NEW ORLEANS — Cardell Hayes, who shot and killed New Orleans Saints great Will Smith in 2016, is going to get his conviction thrown out.
Hayes was convicted of manslaughter in December 2016 after shooting Smith during a road rage incident in the Lower Garden District in April 2016. He was sentenced to 25 years in prison, but the jury split on its decision 10-2, and the U.S. Supreme Court later ruled that non-unanimous jury verdicts, which only existed in Louisiana and Oregon, were unconstitutional.

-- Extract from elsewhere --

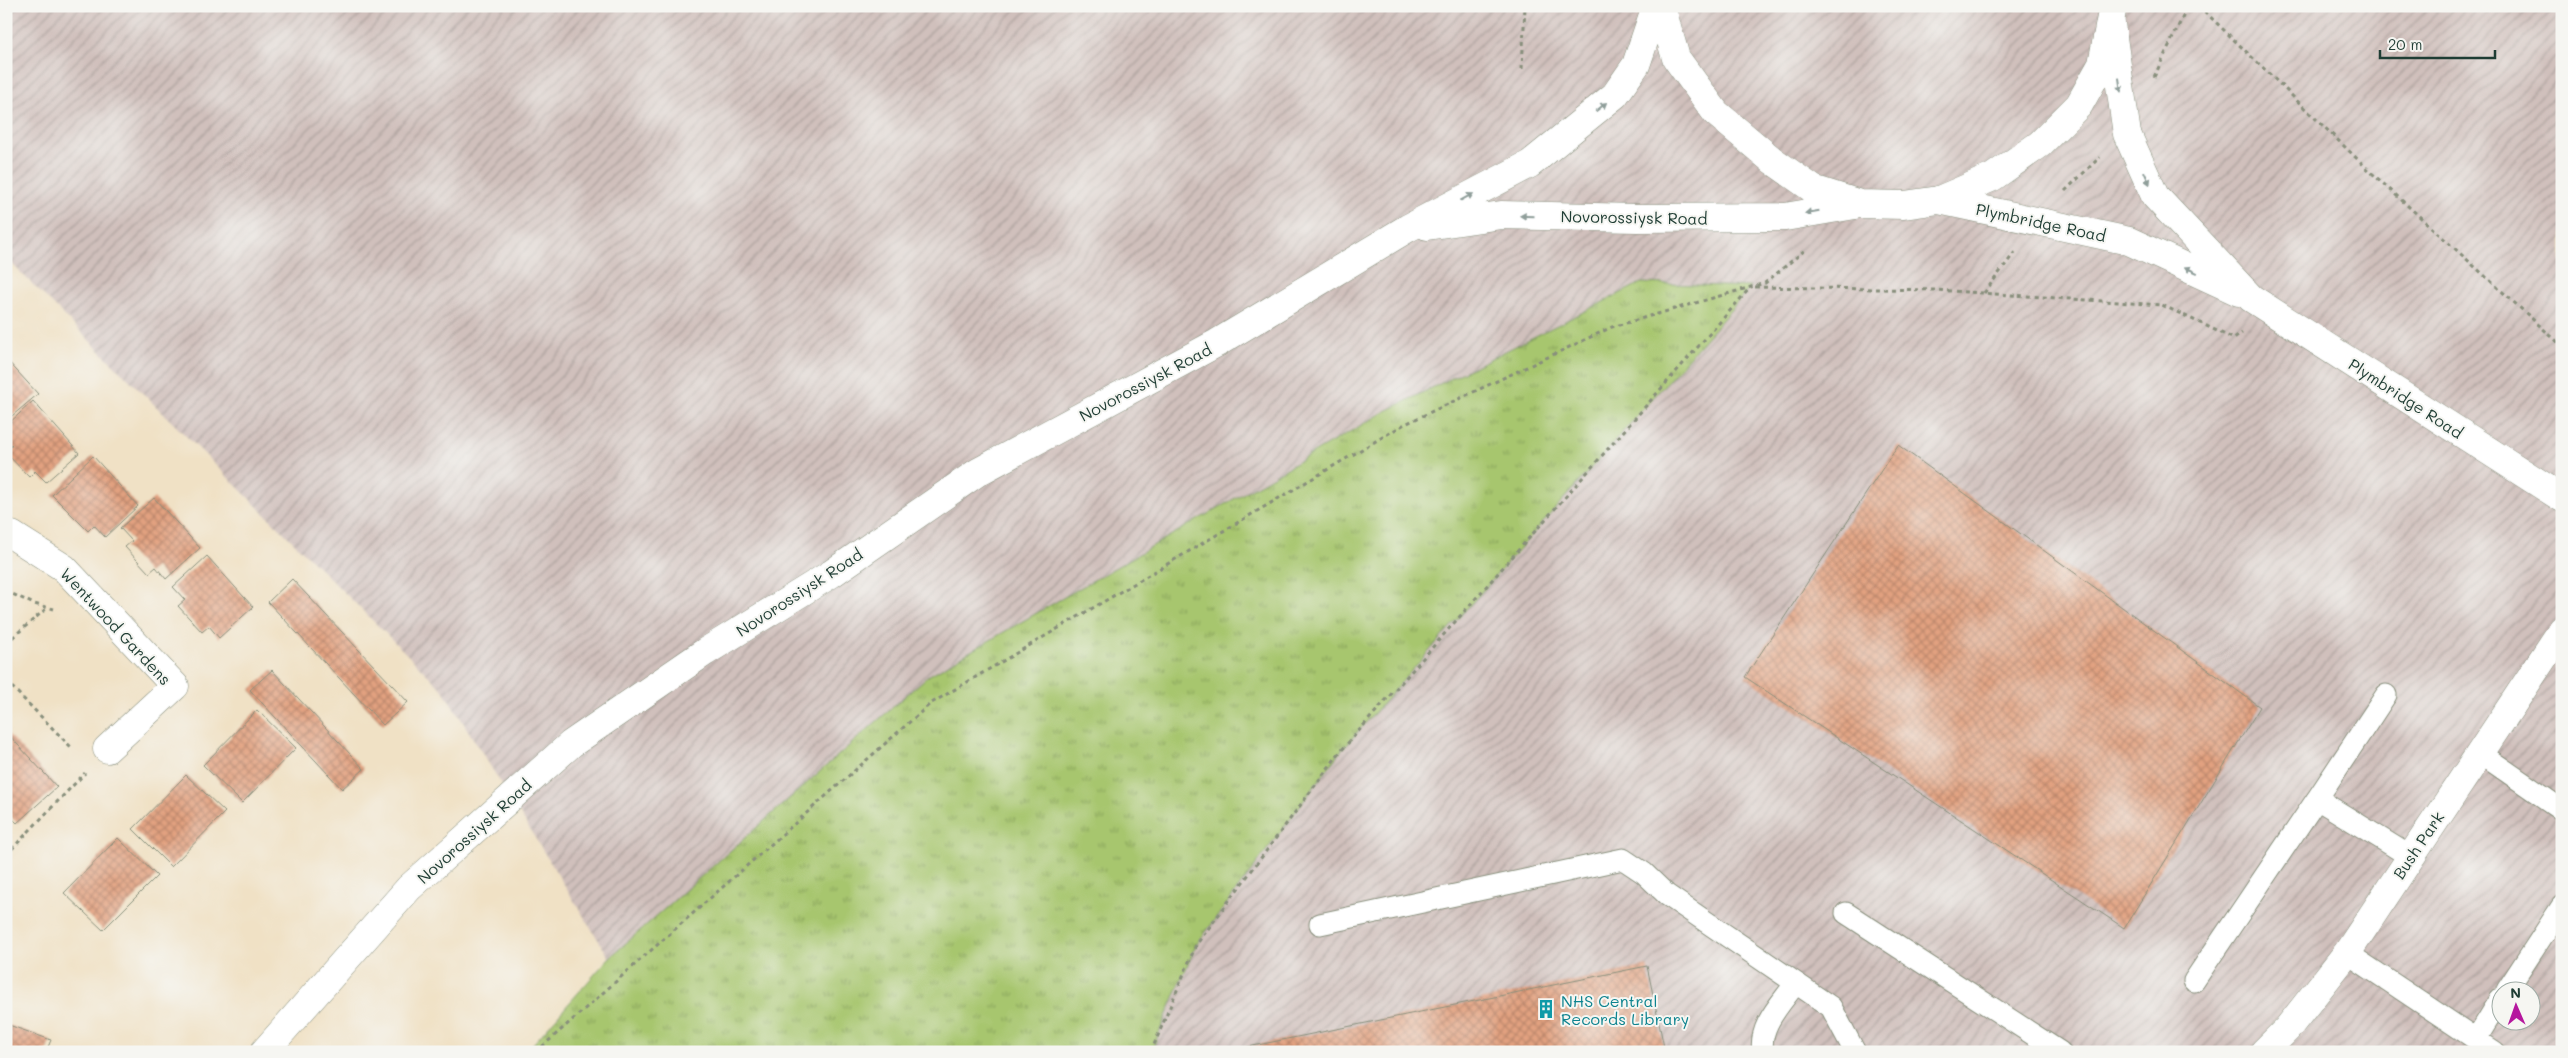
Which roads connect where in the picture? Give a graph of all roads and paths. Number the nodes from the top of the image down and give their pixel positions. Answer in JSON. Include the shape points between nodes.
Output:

By law, anyone still appealing a non-unanimous conviction is supposed to get a new trial. That became official this week when the Louisiana Attorney General filed a brief with the Supreme Court conceding that Hayes' conviction should be vacated and it should be remanded for “further proceedings.”
Those further proceedings could be a new jury trial, but that will likely be up to the next Orleans Parish District Attorney. Leon Cannizzaro, whose office pursued the case against Hayes and believed it was a just verdict, will leave office in January.
Judge Keva Landrum Johnson and City Councilman Jason Williams square off in a runoff for the DA’s post on Dec. 5.
Another major case is scheduled for oral arguments before the U.S. Supreme Court in December, and it will determine if all non-unanimous verdicts should be vacated, even if the defendant had already exhausted all appeals by the time the Supreme Court declared the split jury verdicts unconstitutional.
Most prominently, rapper Corey “C-Murder” Miller was convicted of murder on a 10-2 verdict in 2009 and sentenced to life in prison. After the Supreme Court’s ruling in Ramos v. Louisiana declared split jury verdicts unconstitutional, Kim Kardashian-West pushed for Miller to get a new trial.